O principal sintoma da doença é uma espécie de cegueira que nos impede de tomar “sustos bons” diante das coisas que nos cercam. O pior é que os que sofrem desse mal acham que não estão doentes, e quando se deparam com alguém que já se curou, dizem que é um louco. Basta ver como são discriminadas as únicas pessoas realmente saudáveis desse mundo: os poetas, os filósofos e os místicos (é o nome que dou às almas de oração, como a das velhinhas que suspiram na penumbra das igrejas, pedindo a Deus que cuide bem das pessoas, de todas as pessoas deste mundo).

Queiramos ou não, todos temos dentro um poeta, um filósofo, um filho de Deus que tem saudades da casa paterna, e também uma alma de criança. O problema é que há um velho gordo e pachorrento sentado em cima deles, quase ao ponto de sufocá-los. Tirar esse peso de cima é uma tarefa que vale a pena, pois o seu rendimento é uma alegria imensa, quase infinita: uma libertação que nos abre as portas para uma vida serena, feliz, repleta de surpresas agradáveis em todos os dias.

Pode-se começar o tratamento a qualquer hora, e em qualquer lugar: basta fazer um primeiro esforço para olhar qualquer coisa de um modo ingênuo, radicalmente ingênuo, como se fosse a primeira vez que víssemos essa coisa. Pode ser uma pessoa, uma flor, um carro passando na rua, o tic-tac de um relógio, sei lá....

Um segundo passo é tentar ver o que acontece dentro de nós quando fazemos esse esforço: os olhos se abrem um pouco mais, notamos detalhes novos, nosso cérebro parece “sentir” que está pensando, e acima de tudo “desligamos” do corre-corre da vida. Quem começa a “viajar” dessa maneira, percebe que esse “viajar” é subir, e que quanto mais subimos, mais fortes ficamos.

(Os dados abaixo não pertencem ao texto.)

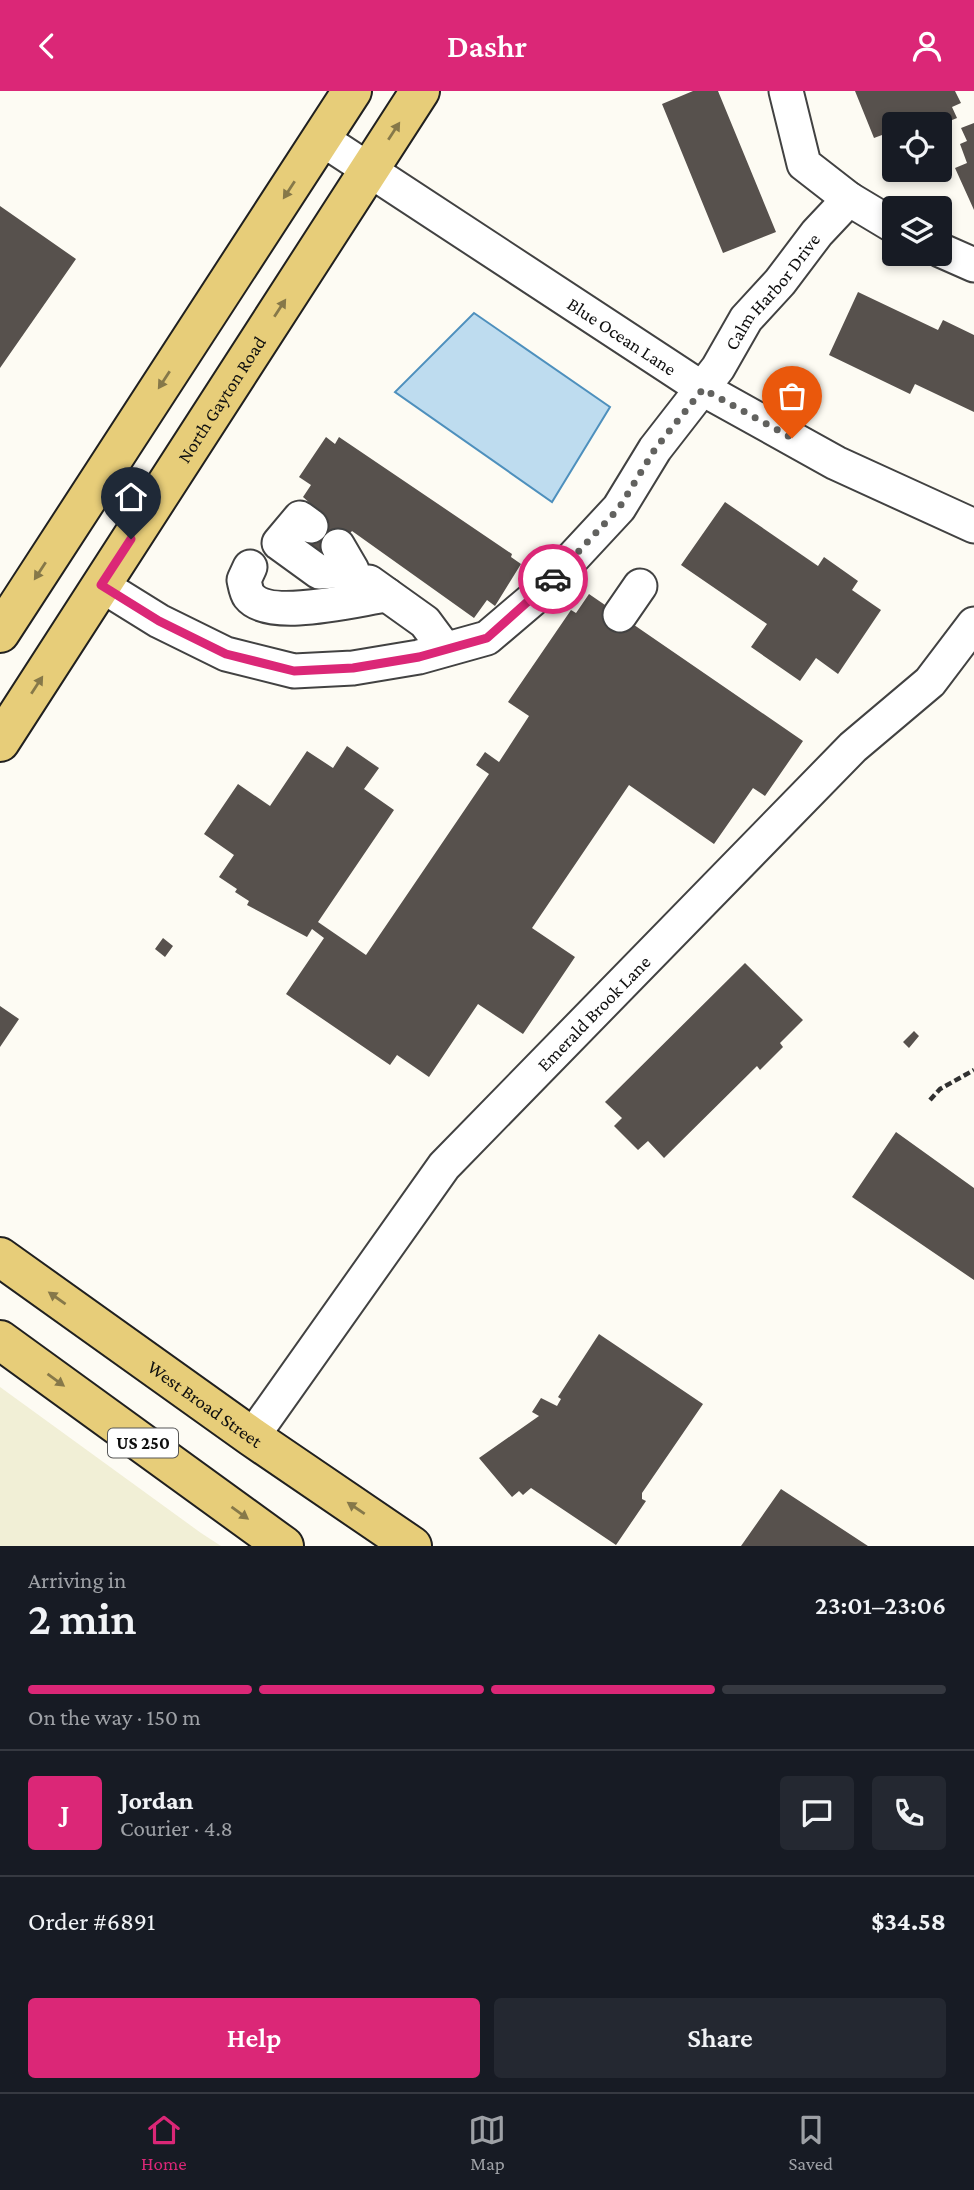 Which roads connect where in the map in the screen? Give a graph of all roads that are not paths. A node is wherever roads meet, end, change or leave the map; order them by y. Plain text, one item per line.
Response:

Kierkegaard, o famoso filósofo dinamarquês, dizia que a “doença mortal” é a superficialidade: esse viver “fazendo de conta” que não há nada mais para ver, e que o único que nos resta é correr atrás do máximo de satisfações que nós mesmos consigamos conquistar.

Uma criança não “conquista” nada: apenas se abre, e a felicidade lhe vem de fora, das coisas mais simples que vai encontrando ao seu redor.

Alguém poderia objetar dizendo que o mundo não é um parque de diversões, e que precisamos enfrentar diariamente coisas duras e sofridas. Mas o fato é que o sofrimento é um vazio, e é justamente no “parque de diversões” que encontramos as coisas capazes de preenchê-lo (para começar, o Dono do parque). O ruim não é o sofrimento, mas a amargura de quem não tem esperança.

Um sinal de que o aludido “tratamento” está surtindo efeito é que a nossa curiosidade aumenta sensivelmente: coisas pelas que antes não tínhamos nenhum interesse começam a nos chamar a atenção. Sentimo-nos então capazes de formar uma opinião a respeito de assuntos muito diferentes dos habituais. O “torpor cognitivo” começa pouco a pouco a transformar-se em poesia, em filosofia, em interesse alegre por todas as coisas deste mundo, em expectativa de criança, e numa forma de oração.